PROBLEM REQUIREMENTS ::
Both the line containing "middle mcp: (733, 842)" and the line containing "pinky tip: (670, 779)" belong to the span. Output exactly that span from the listing below, and nothing outside it.

DATASET RECORDS ::
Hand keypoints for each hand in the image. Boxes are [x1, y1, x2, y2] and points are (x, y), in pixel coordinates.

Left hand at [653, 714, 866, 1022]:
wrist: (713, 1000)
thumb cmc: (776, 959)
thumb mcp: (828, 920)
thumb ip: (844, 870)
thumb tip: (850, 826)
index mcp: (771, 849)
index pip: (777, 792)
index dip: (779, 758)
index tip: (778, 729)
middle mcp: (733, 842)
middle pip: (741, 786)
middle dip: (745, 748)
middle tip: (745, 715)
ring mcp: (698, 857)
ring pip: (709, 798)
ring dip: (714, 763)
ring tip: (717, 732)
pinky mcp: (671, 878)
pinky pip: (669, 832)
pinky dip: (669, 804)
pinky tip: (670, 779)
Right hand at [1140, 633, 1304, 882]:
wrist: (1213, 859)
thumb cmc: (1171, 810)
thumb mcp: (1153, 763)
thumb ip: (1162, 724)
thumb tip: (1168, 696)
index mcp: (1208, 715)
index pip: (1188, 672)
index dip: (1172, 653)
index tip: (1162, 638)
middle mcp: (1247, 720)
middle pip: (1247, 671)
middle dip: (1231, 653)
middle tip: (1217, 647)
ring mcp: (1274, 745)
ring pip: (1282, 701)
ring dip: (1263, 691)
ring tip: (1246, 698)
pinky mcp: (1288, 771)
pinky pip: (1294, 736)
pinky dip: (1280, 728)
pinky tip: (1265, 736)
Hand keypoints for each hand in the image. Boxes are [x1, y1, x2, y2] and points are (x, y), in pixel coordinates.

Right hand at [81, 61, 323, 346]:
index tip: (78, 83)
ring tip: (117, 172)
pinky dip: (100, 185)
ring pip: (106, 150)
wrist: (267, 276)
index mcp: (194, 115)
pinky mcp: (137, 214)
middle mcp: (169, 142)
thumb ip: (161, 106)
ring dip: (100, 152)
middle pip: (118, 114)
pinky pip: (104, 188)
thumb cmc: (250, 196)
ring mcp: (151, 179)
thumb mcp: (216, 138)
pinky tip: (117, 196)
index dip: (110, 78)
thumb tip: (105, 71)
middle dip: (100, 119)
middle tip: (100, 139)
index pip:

TASK OUTPUT ::
middle mcp: (733, 842)
middle pip: (741, 786)
middle dip: (745, 748)
middle tip: (745, 715)
ring mcp: (698, 857)
ring pip: (709, 798)
ring dip: (714, 763)
ring tip: (717, 732)
pinky mcp: (671, 878)
pinky pip: (669, 832)
pinky dip: (669, 804)
pinky tip: (670, 779)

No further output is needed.